I've readed that in some cases it's best to block some url than use noindex because the crawler will check every time the noindex pages, if you block the pages you can save some "crawl budget"...this is true? How can i know when is better to use noindex and when the best thing is cancel the page from indexing?

markovald

11:29 pm on Sep 12, 2015 (gmt 0)

10+ Year Member



Please, i need your feedback to improve my website. :-)

Is very important to me! :-)

Thank you!

not2easy

11:53 pm on Sep 12, 2015 (gmt 0)

WebmasterWorld Administrator 10+ Year Member Top Contributors Of The Month



The sid URL changes with each session, you don't want those "pages" indexed because the namepage.php is the page to show in the search results, not namepage with someone's session id attached. Don't no-index the page itself, just add the "&sid=" parameter and set it to crawl No URLs. This will avoid duplicate pages with different URLs and prevent the useless crawling.

Robert Charlton

8:20 pm on Sep 13, 2015 (gmt 0)

WebmasterWorld Administrator 10+ Year Member Top Contributors Of The Month



This is an area outside of what I generally handle, but it's background you should have.

You need to avoid displaying session IDs in the first place on public pages. Beyond creating dupe content, your CMS may be set up in a way that's not secure, as publicly available session urls could be copied by others. Degree of importance here depends of course on what information you're storing.

A frequently employed approach is to use a combination of cookies, which are unique to a user's browser, for general tracking and as an "exchange mechanism" for session IDs, and to limit session IDs in urls to areas where users should need to log in.

Log-in measures and "authentication" routines are necessary to keep private information private. Various authentication mechanisms are used to do this, and I'm really not qualified to explain how to set these up.
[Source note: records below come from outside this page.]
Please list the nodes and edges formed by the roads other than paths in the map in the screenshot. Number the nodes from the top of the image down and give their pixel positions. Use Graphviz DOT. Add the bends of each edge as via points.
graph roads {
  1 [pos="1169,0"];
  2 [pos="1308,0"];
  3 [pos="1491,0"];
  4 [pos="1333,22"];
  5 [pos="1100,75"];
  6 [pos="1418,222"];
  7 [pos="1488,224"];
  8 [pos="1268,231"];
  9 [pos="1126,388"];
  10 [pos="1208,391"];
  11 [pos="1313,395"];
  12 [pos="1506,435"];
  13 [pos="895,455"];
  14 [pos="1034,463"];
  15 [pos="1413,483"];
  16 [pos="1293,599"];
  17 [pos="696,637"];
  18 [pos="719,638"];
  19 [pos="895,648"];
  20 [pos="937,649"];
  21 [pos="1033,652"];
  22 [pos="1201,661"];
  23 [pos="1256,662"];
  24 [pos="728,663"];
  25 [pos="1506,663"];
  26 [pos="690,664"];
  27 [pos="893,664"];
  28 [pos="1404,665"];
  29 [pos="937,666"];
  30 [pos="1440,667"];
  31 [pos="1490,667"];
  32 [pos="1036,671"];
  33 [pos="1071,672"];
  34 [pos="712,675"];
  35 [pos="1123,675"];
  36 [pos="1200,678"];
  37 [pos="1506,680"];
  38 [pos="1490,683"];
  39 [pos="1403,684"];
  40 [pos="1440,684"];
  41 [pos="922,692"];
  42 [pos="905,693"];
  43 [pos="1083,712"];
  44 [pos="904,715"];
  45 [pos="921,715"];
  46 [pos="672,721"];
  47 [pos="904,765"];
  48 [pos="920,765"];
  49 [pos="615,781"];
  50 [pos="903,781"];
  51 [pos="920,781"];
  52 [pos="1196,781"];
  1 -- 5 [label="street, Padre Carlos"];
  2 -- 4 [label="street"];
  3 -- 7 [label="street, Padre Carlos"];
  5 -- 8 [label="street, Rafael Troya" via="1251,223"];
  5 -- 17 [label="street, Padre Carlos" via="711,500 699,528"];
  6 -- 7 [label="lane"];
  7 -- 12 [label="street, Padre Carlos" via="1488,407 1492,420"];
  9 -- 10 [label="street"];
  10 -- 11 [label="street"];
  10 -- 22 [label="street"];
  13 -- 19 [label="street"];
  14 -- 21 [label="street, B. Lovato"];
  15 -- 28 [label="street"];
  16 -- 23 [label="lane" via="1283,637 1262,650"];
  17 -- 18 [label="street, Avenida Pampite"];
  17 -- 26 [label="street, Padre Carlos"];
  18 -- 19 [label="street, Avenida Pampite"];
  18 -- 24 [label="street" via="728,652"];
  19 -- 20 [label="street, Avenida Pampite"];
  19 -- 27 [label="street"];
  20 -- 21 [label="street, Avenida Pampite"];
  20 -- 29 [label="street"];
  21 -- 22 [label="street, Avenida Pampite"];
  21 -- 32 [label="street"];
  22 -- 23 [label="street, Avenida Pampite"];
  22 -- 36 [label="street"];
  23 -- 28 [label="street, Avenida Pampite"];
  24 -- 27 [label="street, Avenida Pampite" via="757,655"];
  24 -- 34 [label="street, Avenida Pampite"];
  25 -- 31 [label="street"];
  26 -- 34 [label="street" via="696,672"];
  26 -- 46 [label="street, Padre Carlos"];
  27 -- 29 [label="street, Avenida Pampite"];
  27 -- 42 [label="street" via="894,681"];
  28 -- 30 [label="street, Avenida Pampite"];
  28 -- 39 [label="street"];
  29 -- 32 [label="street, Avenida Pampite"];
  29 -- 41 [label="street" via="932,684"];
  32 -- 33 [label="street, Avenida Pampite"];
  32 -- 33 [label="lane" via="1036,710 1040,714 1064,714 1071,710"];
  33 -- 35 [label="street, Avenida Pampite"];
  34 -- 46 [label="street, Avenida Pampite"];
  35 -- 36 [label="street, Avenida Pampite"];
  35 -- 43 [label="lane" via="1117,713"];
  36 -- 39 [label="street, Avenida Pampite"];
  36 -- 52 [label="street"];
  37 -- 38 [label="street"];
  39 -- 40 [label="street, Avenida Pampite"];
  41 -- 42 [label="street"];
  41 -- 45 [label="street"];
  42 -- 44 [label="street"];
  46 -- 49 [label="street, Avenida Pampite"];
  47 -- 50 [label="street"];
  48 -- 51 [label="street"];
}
The following reference, though, might provide some general perspective and helpful background on the security implications. As noted below in a section I'll quote, problems generally occur in custom CMS systems, for the reaons described...
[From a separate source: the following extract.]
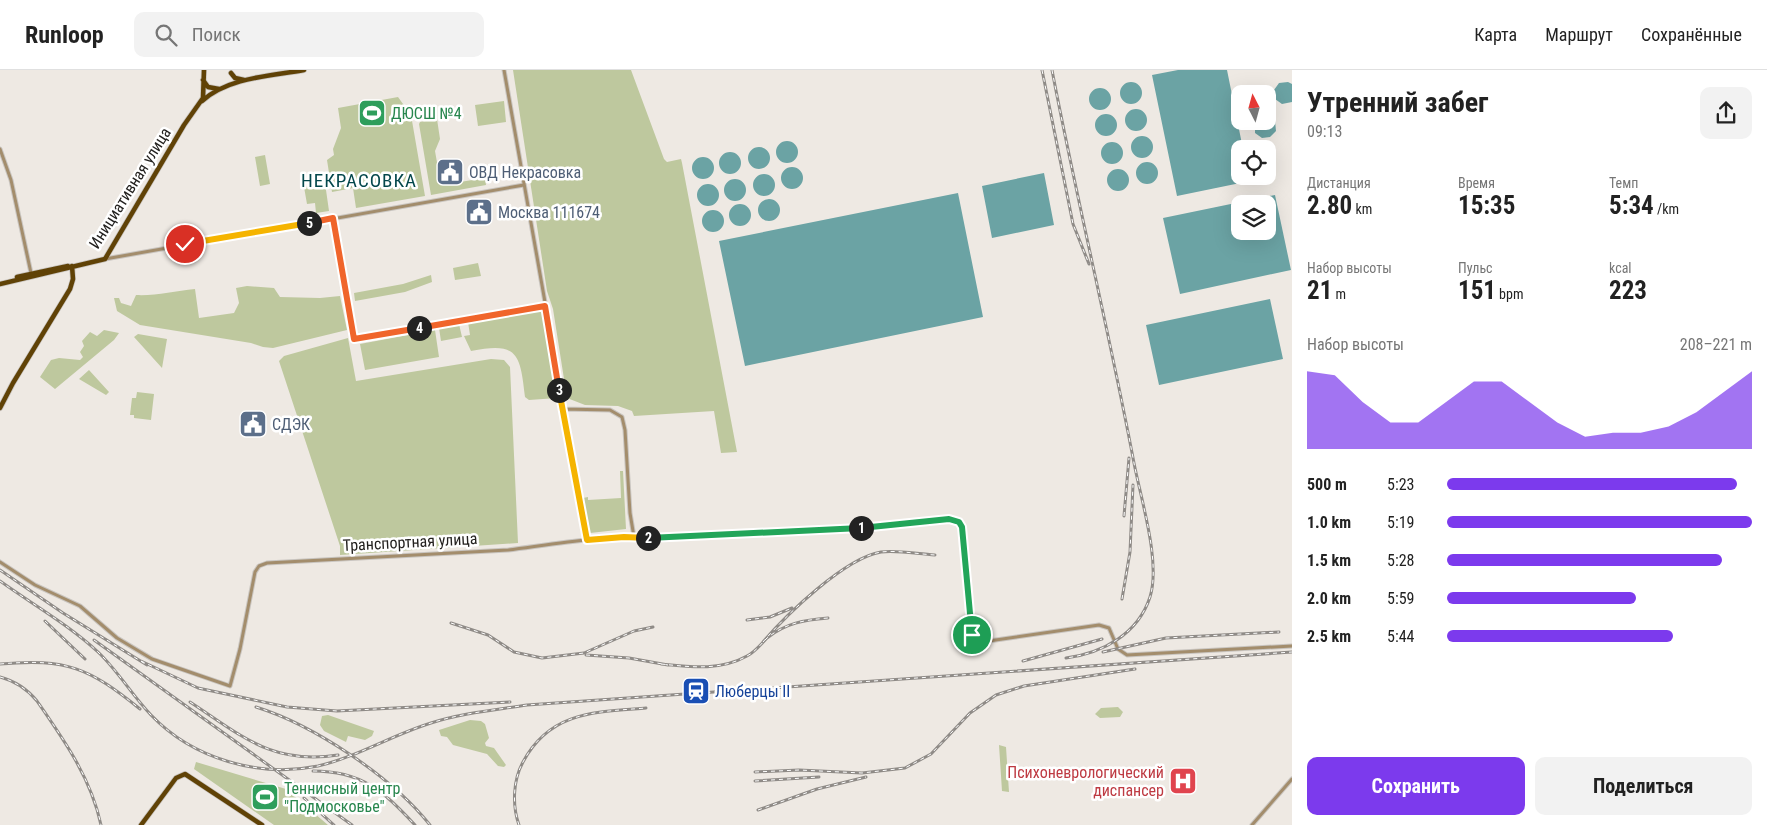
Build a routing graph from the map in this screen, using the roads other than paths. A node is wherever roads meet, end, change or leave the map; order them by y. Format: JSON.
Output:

Top 10 2013-A2-Broken Authentication and Session Management
Open Web Application Security Project
[owasp.org...]

Developers frequently build custom authentication and session management schemes, but building these correctly is hard. As a result, these custom schemes frequently have flaws in areas such as logout, password management, timeouts, remember me, secret question, account update, etc. Finding such flaws can sometimes be difficult, as each implementation is unique.

So, part of what you need to consider is what kind of info you have been storing in your sessions.